Report back every line from the entries below in which the word "Ezenwa" occurs.
[Source information]
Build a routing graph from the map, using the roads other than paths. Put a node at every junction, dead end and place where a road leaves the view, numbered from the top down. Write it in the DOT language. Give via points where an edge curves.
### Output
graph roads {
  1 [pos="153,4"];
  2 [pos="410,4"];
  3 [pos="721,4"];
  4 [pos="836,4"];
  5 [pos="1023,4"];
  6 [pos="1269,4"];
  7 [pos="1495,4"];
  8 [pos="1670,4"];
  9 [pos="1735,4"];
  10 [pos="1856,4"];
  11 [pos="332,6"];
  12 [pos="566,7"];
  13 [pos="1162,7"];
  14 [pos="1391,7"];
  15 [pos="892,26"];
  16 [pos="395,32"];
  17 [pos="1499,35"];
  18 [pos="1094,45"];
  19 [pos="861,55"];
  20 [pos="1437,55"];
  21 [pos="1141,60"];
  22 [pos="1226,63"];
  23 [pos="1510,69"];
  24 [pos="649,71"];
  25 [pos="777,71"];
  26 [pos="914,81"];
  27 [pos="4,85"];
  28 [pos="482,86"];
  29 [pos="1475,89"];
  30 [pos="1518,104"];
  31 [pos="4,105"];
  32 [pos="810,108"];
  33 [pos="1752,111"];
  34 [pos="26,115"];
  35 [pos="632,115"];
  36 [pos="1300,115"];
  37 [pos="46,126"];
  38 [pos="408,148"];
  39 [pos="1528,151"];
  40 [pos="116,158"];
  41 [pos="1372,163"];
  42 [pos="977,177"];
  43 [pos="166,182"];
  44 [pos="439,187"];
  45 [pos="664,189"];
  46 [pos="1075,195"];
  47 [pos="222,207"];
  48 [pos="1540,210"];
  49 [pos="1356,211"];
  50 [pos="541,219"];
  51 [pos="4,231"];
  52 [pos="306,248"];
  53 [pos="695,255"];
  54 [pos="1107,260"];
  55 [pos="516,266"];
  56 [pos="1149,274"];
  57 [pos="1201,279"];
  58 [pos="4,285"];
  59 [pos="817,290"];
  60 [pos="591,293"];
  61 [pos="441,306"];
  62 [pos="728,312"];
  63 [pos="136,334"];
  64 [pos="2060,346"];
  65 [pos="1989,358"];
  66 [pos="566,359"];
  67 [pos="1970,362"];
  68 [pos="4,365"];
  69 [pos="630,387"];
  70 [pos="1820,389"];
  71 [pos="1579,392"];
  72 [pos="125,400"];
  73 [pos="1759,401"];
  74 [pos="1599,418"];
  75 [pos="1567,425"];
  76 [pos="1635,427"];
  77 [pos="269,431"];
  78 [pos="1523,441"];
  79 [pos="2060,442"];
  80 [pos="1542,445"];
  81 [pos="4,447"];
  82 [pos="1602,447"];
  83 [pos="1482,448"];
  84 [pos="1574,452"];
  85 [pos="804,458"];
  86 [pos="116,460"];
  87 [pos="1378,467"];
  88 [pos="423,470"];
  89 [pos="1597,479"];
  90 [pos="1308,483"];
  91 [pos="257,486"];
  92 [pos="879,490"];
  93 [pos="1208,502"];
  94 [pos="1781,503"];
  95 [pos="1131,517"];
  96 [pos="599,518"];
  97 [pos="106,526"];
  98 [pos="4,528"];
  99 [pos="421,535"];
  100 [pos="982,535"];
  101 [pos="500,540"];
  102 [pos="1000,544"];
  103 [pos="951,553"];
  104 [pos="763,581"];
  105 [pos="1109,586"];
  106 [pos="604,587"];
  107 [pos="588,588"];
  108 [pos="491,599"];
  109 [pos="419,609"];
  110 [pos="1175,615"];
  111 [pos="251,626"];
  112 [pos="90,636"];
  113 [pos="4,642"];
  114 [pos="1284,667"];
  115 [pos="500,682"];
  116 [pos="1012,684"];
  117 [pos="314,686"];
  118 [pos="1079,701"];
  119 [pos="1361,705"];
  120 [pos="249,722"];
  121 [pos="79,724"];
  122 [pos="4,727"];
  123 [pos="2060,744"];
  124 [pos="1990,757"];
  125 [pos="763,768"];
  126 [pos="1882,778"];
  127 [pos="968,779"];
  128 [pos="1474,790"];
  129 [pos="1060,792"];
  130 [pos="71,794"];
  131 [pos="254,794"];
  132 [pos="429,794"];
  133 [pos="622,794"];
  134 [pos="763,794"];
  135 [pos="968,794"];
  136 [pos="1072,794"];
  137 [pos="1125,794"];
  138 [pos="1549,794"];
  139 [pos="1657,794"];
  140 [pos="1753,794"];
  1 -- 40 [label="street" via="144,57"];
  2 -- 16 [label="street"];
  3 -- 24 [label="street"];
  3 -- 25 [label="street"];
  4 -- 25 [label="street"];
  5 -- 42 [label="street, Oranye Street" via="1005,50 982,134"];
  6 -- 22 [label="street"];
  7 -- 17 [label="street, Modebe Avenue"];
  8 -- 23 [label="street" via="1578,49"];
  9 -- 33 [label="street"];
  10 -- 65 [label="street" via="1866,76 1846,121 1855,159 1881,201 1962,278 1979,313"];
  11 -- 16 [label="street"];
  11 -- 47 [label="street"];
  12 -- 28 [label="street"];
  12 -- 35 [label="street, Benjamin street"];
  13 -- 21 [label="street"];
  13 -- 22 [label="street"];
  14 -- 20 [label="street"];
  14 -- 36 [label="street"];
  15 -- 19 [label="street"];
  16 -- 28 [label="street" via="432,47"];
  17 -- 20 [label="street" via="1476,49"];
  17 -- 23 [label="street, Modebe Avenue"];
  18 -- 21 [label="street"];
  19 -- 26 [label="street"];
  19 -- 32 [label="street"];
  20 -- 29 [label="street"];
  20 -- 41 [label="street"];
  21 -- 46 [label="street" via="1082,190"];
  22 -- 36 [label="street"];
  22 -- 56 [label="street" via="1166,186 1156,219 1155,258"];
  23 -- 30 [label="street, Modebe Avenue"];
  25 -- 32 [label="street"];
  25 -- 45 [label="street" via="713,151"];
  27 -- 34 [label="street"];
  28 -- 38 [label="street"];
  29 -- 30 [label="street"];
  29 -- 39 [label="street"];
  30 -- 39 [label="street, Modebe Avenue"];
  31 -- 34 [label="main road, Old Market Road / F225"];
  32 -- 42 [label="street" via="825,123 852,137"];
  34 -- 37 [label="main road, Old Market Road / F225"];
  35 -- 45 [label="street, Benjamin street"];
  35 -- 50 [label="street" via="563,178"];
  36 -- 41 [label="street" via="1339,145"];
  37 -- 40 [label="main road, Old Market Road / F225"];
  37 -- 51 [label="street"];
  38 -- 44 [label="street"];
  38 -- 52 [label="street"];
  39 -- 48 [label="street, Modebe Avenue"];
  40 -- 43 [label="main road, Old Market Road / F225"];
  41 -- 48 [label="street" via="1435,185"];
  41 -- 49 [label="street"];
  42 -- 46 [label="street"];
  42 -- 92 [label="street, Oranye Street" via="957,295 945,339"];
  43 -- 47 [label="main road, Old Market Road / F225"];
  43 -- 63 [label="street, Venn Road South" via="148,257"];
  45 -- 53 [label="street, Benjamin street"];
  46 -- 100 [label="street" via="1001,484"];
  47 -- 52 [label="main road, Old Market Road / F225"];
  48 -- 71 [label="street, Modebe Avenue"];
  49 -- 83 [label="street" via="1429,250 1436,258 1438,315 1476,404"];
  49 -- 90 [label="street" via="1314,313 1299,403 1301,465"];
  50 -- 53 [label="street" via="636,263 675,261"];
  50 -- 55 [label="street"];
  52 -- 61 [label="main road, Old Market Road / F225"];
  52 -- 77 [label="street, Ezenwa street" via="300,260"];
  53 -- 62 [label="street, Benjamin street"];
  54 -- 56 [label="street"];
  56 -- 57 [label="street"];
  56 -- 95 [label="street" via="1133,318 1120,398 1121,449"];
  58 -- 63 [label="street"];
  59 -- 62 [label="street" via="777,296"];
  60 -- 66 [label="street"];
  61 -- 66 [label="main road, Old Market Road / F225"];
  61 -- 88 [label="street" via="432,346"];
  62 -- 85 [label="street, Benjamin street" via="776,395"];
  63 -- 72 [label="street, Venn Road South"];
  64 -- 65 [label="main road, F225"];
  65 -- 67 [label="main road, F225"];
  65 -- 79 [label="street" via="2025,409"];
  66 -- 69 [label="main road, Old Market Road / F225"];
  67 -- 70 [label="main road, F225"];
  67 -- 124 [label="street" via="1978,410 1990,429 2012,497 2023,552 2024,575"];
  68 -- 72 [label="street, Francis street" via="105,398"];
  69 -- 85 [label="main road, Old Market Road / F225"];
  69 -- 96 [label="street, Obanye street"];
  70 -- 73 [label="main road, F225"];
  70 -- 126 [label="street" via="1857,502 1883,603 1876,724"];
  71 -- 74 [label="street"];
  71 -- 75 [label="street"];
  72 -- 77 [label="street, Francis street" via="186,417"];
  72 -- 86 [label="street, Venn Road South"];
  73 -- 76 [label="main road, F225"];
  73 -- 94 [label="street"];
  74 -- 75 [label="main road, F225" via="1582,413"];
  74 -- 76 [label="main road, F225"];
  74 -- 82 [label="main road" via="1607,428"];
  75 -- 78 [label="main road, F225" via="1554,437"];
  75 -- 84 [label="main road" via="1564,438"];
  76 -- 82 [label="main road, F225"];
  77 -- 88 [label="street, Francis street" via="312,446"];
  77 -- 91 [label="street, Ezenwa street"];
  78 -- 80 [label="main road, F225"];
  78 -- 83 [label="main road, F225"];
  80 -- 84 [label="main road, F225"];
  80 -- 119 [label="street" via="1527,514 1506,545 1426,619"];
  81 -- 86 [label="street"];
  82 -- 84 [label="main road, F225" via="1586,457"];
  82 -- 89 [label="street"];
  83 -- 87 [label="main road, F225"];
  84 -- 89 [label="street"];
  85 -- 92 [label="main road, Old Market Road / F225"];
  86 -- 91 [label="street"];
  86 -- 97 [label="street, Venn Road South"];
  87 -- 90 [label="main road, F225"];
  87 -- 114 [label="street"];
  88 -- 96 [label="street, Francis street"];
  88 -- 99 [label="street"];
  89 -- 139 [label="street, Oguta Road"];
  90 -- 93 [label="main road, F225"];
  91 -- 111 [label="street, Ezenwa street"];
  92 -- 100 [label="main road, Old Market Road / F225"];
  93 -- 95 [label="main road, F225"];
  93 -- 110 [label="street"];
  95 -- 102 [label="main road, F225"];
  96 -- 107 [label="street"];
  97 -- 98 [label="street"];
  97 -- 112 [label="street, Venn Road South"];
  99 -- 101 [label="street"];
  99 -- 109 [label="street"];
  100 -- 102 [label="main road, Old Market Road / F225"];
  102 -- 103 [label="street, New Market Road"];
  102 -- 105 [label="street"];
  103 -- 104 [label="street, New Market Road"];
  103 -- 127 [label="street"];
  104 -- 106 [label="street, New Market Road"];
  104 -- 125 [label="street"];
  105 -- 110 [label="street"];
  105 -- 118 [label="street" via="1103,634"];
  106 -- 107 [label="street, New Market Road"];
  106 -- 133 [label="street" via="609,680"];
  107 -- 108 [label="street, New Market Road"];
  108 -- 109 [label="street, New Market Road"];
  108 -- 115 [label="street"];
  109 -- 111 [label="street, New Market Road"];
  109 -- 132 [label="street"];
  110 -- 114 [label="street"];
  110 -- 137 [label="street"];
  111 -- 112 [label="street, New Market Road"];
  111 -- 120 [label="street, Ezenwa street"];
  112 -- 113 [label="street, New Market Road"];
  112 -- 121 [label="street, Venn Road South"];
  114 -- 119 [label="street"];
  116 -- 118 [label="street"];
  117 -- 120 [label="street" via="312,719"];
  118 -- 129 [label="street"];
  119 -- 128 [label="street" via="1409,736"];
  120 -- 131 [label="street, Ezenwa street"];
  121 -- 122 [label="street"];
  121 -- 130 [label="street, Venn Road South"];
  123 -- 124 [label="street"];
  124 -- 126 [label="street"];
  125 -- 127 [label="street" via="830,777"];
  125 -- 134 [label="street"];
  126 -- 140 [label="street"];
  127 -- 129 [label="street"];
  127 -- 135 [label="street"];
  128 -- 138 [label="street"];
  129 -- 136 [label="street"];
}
[/Source information]
Output for this task:
  52 -- 77 [label="street, Ezenwa street" via="300,260"];
  77 -- 91 [label="street, Ezenwa street"];
  91 -- 111 [label="street, Ezenwa street"];
  111 -- 120 [label="street, Ezenwa street"];
  120 -- 131 [label="street, Ezenwa street"];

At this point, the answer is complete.